Read ahead/read behind (for PCRE only: grep -P)
| Symbol | Explanation | Example of use |
|---|---|---|
(?=pattern) | Positive lookahead | foo(?=bar) → “foo” in “foobar” |
(?!pattern) | Negative lookahead | foo(?!bar) → “foo” without trailing “bar” |
(?<=pattern) | Positive lookbehind | (?<=foo)bar → “bar” in “foobar” |
(?<!pattern) | Negative lookbehind | (?<!foo)bar → “bar” without “foo” in front |
Other special syntax (PCRE)
| Symbol | Explanation | Example of use |
|---|---|---|
(?:pattern) | Non-capturing group | (?:abc)+ → One or more repetitions of “abc” |
(?i) | Case insensitive | (?i)abc → ABC, abc, Abc, etc. |
sed replacement command flags
The following flags can be used with the sed replacement command s/検索/置換/フラグ.

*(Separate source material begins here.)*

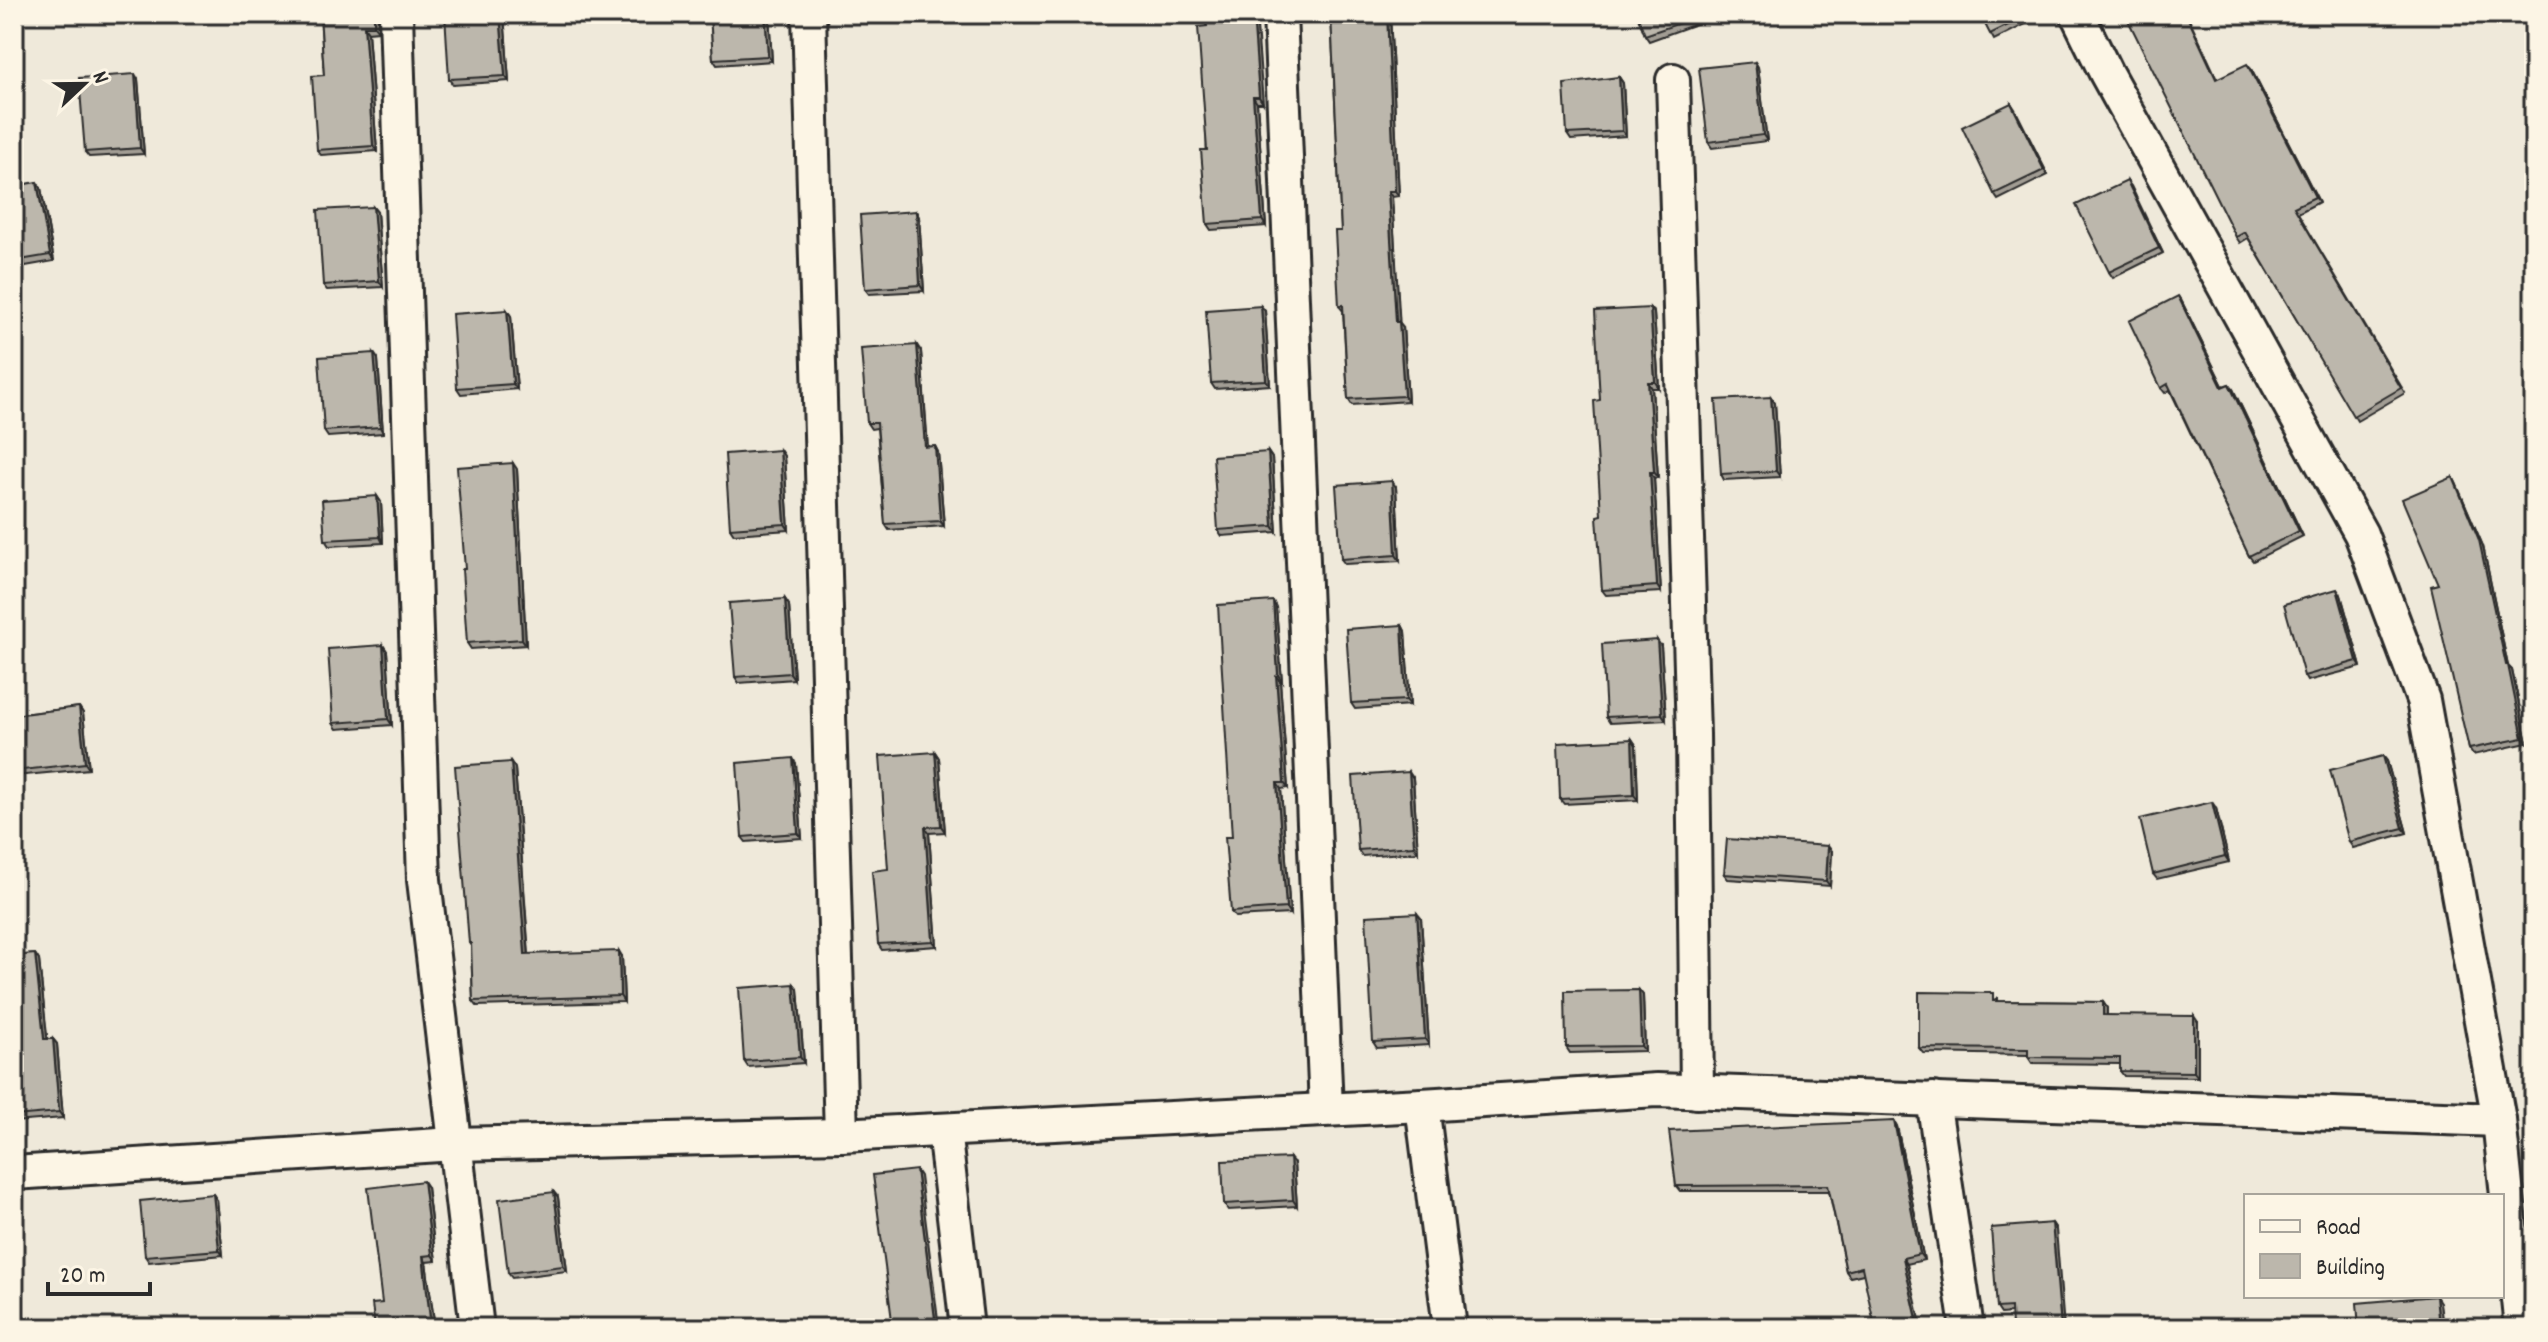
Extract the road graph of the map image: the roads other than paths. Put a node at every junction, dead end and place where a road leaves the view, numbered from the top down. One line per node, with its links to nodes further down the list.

| Flag | Description | Example |
|---|---|---|
g | Replace all matches in each line | sed 's/old/new/g' |
p | Output replaced line | sed -n 's/old/new/p' |
i or I | Ignore case | sed 's/old/new/gi' |
数字 | Replace only nth match | sed 's/old/new/2' (Second only) |
w ファイル | Write replaced line to file | sed 's/old/new/w out.txt' |
It is possible to combine them in the form likesed 's/old/new/gp'.
sed command options
| Options | Description | Example of use | |
|---|---|---|---|
| ___MASK_CODE_3 14___ | Script specification (multiple specifications are possible) | sed -e 's/a/b/' -e 's/c/d/' | |
-i | Edit the file directly (GNU or -r | Use extended regular expressions | sed -E 's/(abc)+/XYZ/g' |
Differences in regular expressions for different Linux tools
| Tool | Regular expression type | Options | Notes |
|---|---|---|---|
grep | Basic Regular Expressions (BRE) | Default | +, ?, {}, ` |
grep -E / egrep | Extended Regular Expressions (ERE) | -E | +, ?, {}, ` |
grep -P | Perl Compatible Regular Expressions (PCRE) | -P | \d, \w, \s, Read ahead, look behind, etc. can be used (experimental function) ` |
sed -E | Extended Regular Expressions (ERE) | -E or -r | +, ?, {}, ` |
awk | Extended Regular Expression (ERE) | Default | AWK-specific syntax and limitations |
perl | Perl Compatible Regular Expressions (PCRE) | Default | The most powerful and versatile |
注意点
1. Difference between basic regular expressions (BRE) and extended regular expressions (ERE)
In basic regular expressions, metacharacters such as +, ?, |, (), {} need to be escaped with a backslash when using them, but in extended regular expressions they can be used directly.
# BRE (基本正規表現)
grep 'a\{5\}' file.txt # aaaaa にマッチ
grep 'aa\+' file.txt # aa, aaa, aaaa... にマッチ(GNU拡張)
# ERE (拡張正規表現)
grep -E 'a{5}' file.txt # aaaaa にマッチ
grep -E 'aa+' file.txt # aa, aaa, aaaa... にマッチ
2. Utilization of PCRE (Perl Interchange Regular Expression)
In GNU grep, PCRE can be used with the -P option, and shorthand character classes such as \d, \w, \s and lookahead/lookbehind functions are available. However, grep -P is an experimental feature and may not be supported in all environments.
# PCRE使用例
grep -P '\d{3}-\d{4}' file.txt # 123-4567 のような電話番号
grep -P '\w+@\w+\.\w+' file.txt # メールアドレス
3. sed basics and extended regular expressions
Sed allows extended regular expressions to be enabled using the -E option (in some environments -r).
# BRE
sed 's/\(abc\)\+/XYZ/g' file.txt
# ERE
sed -E 's/(abc)+/XYZ/g' file.txt
Practical example
Search with grep
# 基本的な検索
grep 'error' log.txt
# 拡張正規表現で複数パターン
grep -E 'error|warning|fatal' log.txt
# 行番号付きで表示
grep -n 'error' log.txt
# 大文字小文字を区別しない
grep -i 'error' log.txt
# PCRE で数字のみの行
grep -P '^\d+$' file.txt
Replacement with sed
# 基本的な置換
sed 's/old/new/' file.txt
# すべて置換
sed 's/old/new/g' file.txt
# ファイルを直接編集
sed -i 's/old/new/g' file.txt
# 拡張正規表現を使用
sed -E 's/([0-9]{4})-([0-9]{2})-([0-9]{2})/\3\/\2\/\1/g' file.txt
まとめ
Please note that Basic Regular Expressions (BRE) and Extended Regular Expressions (ERE) escape special characters differently, and that Unicode-related features are not supported by all tools, and are primarily available only in tools that use Perl Compatible Regular Expressions (PCRE).
Furthermore, supported functions may vary depending on the Linux distribution and tool version used, so it is ultimately important to use regular expressions that suit your environment.
I tend to forget things that I don’t use often, and it often takes time to find them, so I keep them as notes.